My first recollection and introduction to the Thais was traumatic.  We were living in Pakse then.  One night my discombobulated parents woke us up when our village was being bombed by stealth bombers of the Thai Air Force.  My mother gathered up all her kids as we ran through the woods, to escape terror from above, not knowing what was happening.  She screamed through her tears for her kids to hold onto each other’s hands while running, fumbling, crouching down to hide behind bamboo stands.  I recall the deafening sounds of bombs exploding, shaking the ground like an earthquake, thunderous pandemonium all around us; flashes of flames shot up to the tops of trees, lighting up the night sky with blinding brilliance.  We hid on the side of ravines and inside sewer pipes underneath gravel roads until the bombing raid subsided.  Luckily, we made it to the nearest town and spent the night sleeping underneath other people’s houses that opened their hearts to us.  Several times that week, I recall my sisters and other village school children running home from school in the middle of the afternoon.  They ran for their lives dodging bullets from air fighter jets swooping down with machine guns aiming at the students.  How anyone could do this to innocent Lao school children is unimaginable.  This was an intimidation tactic from the Thai military in response to border disputes with the Lao government. 

10635906_301409070053850_4120038827712098122_nOn the night we left our home, I slept half naked on a bamboo-sitting platform underneath the house when my mom shook me lightly to wake me up.  “Sy, get up, child! Come on, we have to get going,” ordered my mother.  I was incoherent when I sat up and wiped the sleep from my eyes.  Holding a kerosene lantern, my mom woke my little brother Sone, who was sleeping next to me.  Dawn hadn’t broken yet and it was still pitch black outside.  I came to and asked my mom where we were going and where my dad and sisters were?  “They’ve already gone down to Paksan (my birthplace) for a wedding and we’re going to meet up with them,” responded my mom.  That was a lie.  We were escaping to come to America. 

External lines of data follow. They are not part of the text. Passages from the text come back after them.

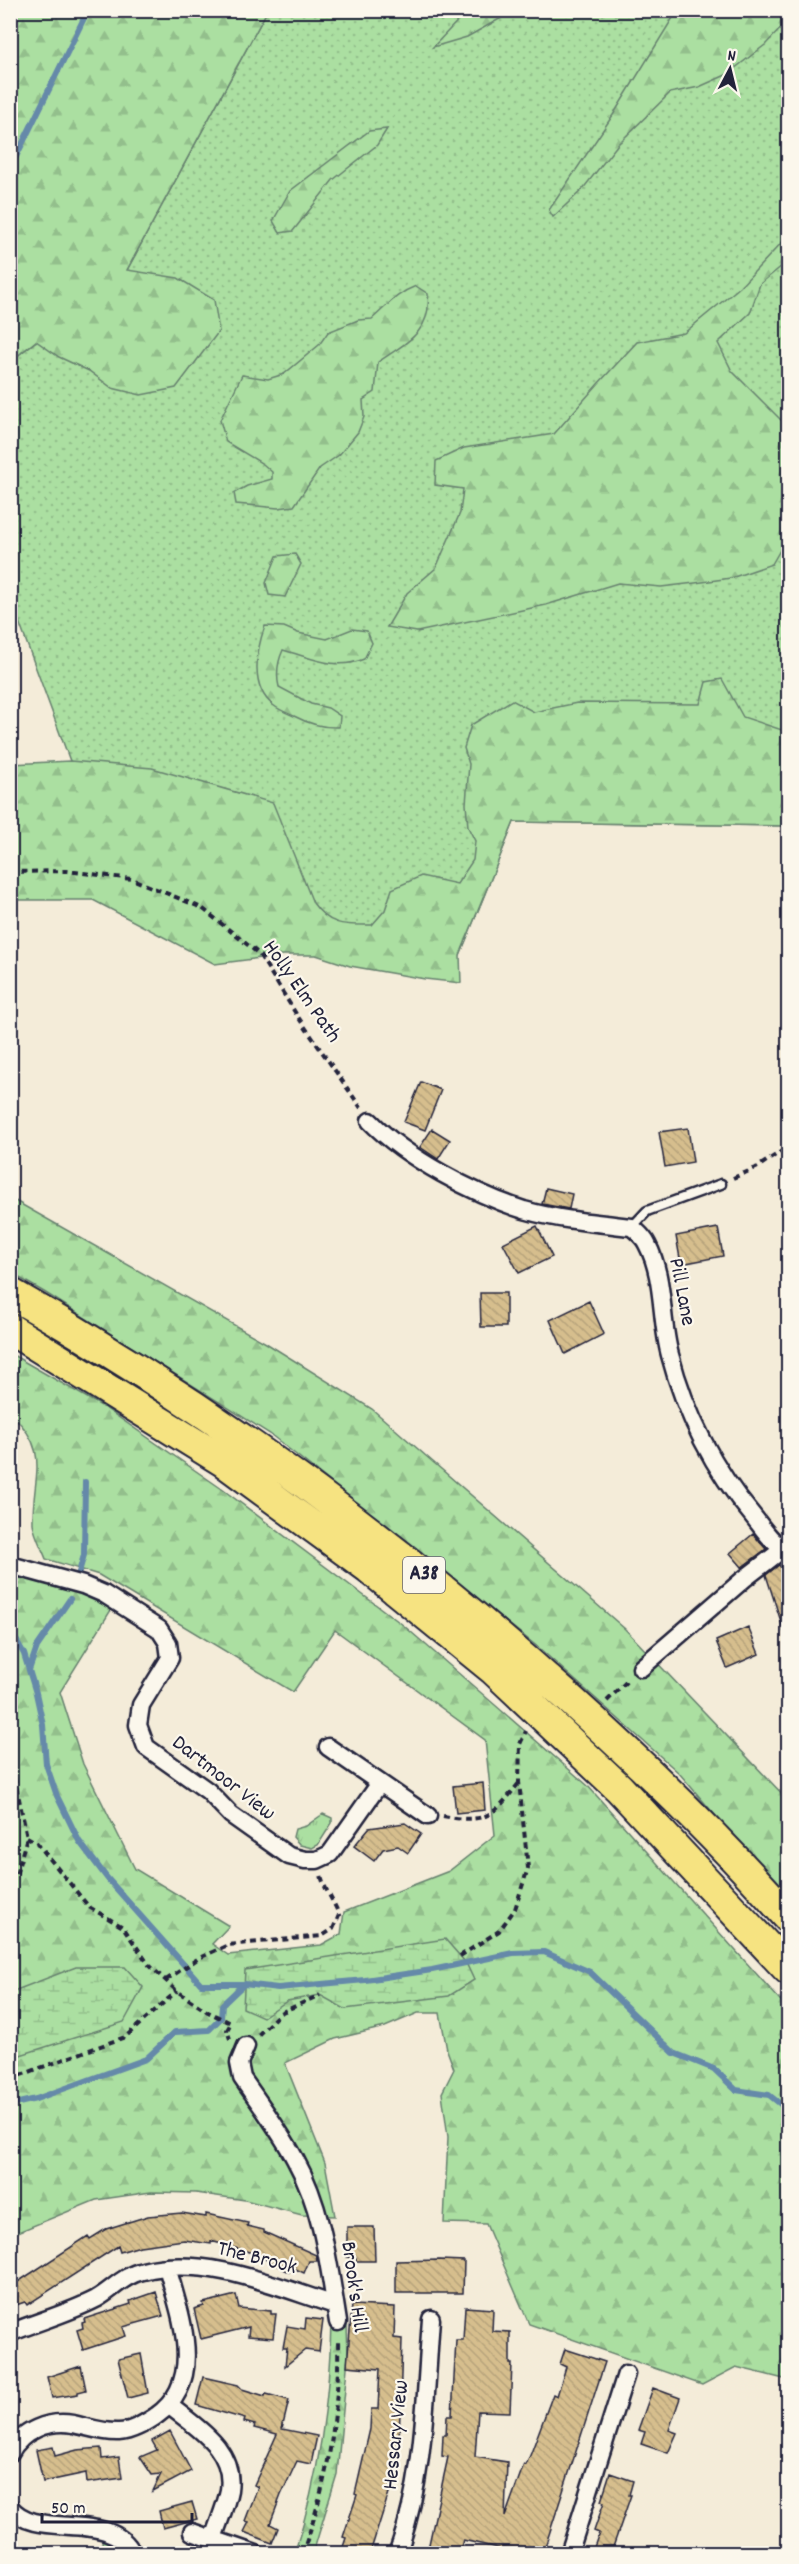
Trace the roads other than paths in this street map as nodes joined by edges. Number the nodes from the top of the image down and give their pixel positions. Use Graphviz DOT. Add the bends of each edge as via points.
graph roads {
  1 [pos="370,1121"];
  2 [pos="721,1184"];
  3 [pos="632,1227"];
  4 [pos="10,1293"];
  5 [pos="10,1329"];
  6 [pos="786,1550"];
  7 [pos="10,1565"];
  8 [pos="641,1668"];
  9 [pos="328,1747"];
  10 [pos="380,1783"];
  11 [pos="428,1816"];
  12 [pos="789,1917"];
  13 [pos="789,1968"];
  14 [pos="246,2046"];
  15 [pos="167,2267"];
  16 [pos="335,2305"];
  17 [pos="430,2319"];
  18 [pos="338,2322"];
  19 [pos="10,2333"];
  20 [pos="626,2374"];
  21 [pos="170,2406"];
  22 [pos="10,2453"];
  23 [pos="12,2513"];
  24 [pos="192,2532"];
  25 [pos="213,2539"];
  26 [pos="133,2553"];
  27 [pos="256,2553"];
  28 [pos="397,2553"];
  29 [pos="569,2553"];
  1 -- 3 [label="street" via="403,1150 472,1188 523,1210"];
  2 -- 3 [label="lane" via="647,1211"];
  3 -- 6 [label="street, Pill Lane" via="647,1242 656,1267 669,1352 682,1395 713,1460 732,1489 769,1536"];
  4 -- 12 [label="highway, A38" via="75,1329 244,1439 377,1536 513,1648 637,1760"];
  5 -- 13 [label="highway, A38" via="223,1461 369,1568 493,1669 619,1788"];
  6 -- 8 [label="street" via="744,1579"];
  7 -- 10 [label="street, Dartmoor View" via="104,1594 159,1629 168,1643 170,1658 141,1705 138,1725 146,1747 289,1856 317,1860 330,1854"];
  9 -- 10 [label="street"];
  10 -- 11 [label="street"];
  14 -- 16 [label="street, Brook's Hill" via="239,2063 242,2078 296,2159 316,2210"];
  15 -- 16 [label="street, The Brook" via="230,2273"];
  15 -- 19 [label="street, The Brook" via="141,2271 94,2299"];
  15 -- 21 [label="street" via="186,2338 186,2366"];
  16 -- 18 [label="street, Brook's Hill"];
  17 -- 28 [label="street, Hessary View" via="414,2496"];
  20 -- 29 [label="street"];
  21 -- 22 [label="street" via="142,2426 120,2432 48,2424 28,2433"];
  21 -- 25 [label="street" via="214,2441 229,2468 229,2490"];
  23 -- 26 [label="street" via="30,2520 100,2529 117,2536"];
  24 -- 25 [label="street"];
  25 -- 27 [label="street"];
}
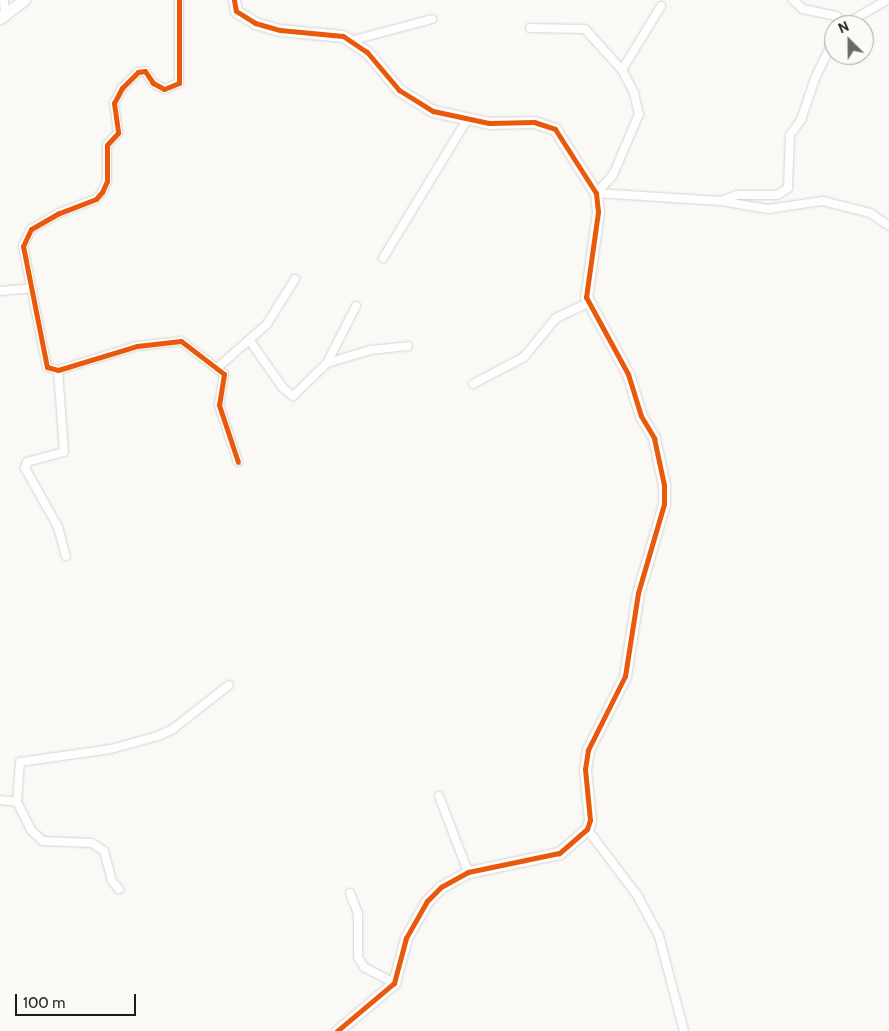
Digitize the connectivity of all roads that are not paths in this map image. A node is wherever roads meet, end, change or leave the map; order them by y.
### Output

My mother, Sone and I walked past a guard station of the jail on our way to Vientiane.  My mom kept whispering to us to keep quiet.  Sone was crying for my dad as my mom was pulling him along.  She was walking pretty fast and I was struggling to keep up with her.  My mother was carrying all kinds of stuff on her right shoulders.  She’s a pack rat my mother.  She’d wrapped all her looming equipment up, a Lao musical instrument called Khene and some other stuff to take with us because she was afraid they wouldn’t have it in America.  Well, she was right!

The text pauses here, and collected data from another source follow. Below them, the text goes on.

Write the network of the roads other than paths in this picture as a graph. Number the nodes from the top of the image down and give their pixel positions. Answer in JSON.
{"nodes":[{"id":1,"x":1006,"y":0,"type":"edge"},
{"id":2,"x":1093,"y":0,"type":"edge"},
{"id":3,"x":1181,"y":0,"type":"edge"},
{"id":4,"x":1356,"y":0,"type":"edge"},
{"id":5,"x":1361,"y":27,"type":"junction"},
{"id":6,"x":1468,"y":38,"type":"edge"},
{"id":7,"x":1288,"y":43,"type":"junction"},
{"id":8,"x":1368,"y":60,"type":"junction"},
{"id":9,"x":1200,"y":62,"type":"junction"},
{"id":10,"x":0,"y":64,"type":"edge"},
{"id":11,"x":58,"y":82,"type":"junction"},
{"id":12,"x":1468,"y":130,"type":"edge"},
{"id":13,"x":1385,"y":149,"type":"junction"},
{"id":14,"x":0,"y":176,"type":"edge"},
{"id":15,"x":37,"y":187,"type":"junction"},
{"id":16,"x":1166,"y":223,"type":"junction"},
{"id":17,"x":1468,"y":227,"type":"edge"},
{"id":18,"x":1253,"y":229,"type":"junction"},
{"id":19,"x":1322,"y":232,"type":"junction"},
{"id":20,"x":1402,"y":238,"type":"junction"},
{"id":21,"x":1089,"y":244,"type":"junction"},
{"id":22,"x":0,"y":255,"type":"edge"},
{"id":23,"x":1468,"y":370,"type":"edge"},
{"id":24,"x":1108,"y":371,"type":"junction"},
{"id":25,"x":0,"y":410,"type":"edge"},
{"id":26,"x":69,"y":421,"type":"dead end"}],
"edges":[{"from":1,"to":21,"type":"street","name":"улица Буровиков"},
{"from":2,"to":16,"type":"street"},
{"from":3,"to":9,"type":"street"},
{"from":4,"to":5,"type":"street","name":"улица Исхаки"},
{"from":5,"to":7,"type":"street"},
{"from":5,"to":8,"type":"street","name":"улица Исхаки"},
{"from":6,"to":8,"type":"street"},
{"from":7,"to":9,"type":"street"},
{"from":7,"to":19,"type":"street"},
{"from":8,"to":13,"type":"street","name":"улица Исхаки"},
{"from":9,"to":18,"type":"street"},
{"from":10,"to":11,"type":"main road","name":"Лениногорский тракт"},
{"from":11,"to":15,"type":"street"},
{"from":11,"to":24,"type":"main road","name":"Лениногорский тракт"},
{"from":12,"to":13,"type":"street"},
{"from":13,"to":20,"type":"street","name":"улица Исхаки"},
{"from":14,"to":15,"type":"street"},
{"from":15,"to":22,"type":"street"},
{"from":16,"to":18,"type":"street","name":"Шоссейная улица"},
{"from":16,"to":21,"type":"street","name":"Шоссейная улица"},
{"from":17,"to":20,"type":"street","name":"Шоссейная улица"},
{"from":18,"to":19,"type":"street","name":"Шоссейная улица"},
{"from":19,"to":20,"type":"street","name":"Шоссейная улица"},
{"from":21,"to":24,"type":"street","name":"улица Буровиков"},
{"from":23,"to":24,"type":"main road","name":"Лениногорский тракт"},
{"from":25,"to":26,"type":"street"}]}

All I knew about America was what I had heard from my oldest sister Soumountha (yes, it just dawned on me that my sister’s name is the same as Sang Sinxay’s aunt in this epic poem) when she’d written home.  She’d sent us pictures and described America as a place where no one walks on dirt and that people walk on concrete.  That everything you ever wanted or needed was within your grasp.  I really bought that story and in my mind I saw America as being a place that was like heaven–all covered in concrete!  What she was really talking about was that people walk on sidewalks as opposed to dirt roads or paths through the woods that we had back home.

On the night of our escape, I recall us trekking through the woods in the dark in complete silence on our way to the Mekong River.  We had two guides who were leading the way.  We frequently had to stop and squat down to hide behind the bushes, our hearts were pounding, for fear of discovery by border patrols.  There were horror stories about entire families getting robbed, killed and discarded into the Mekong River by their guides. 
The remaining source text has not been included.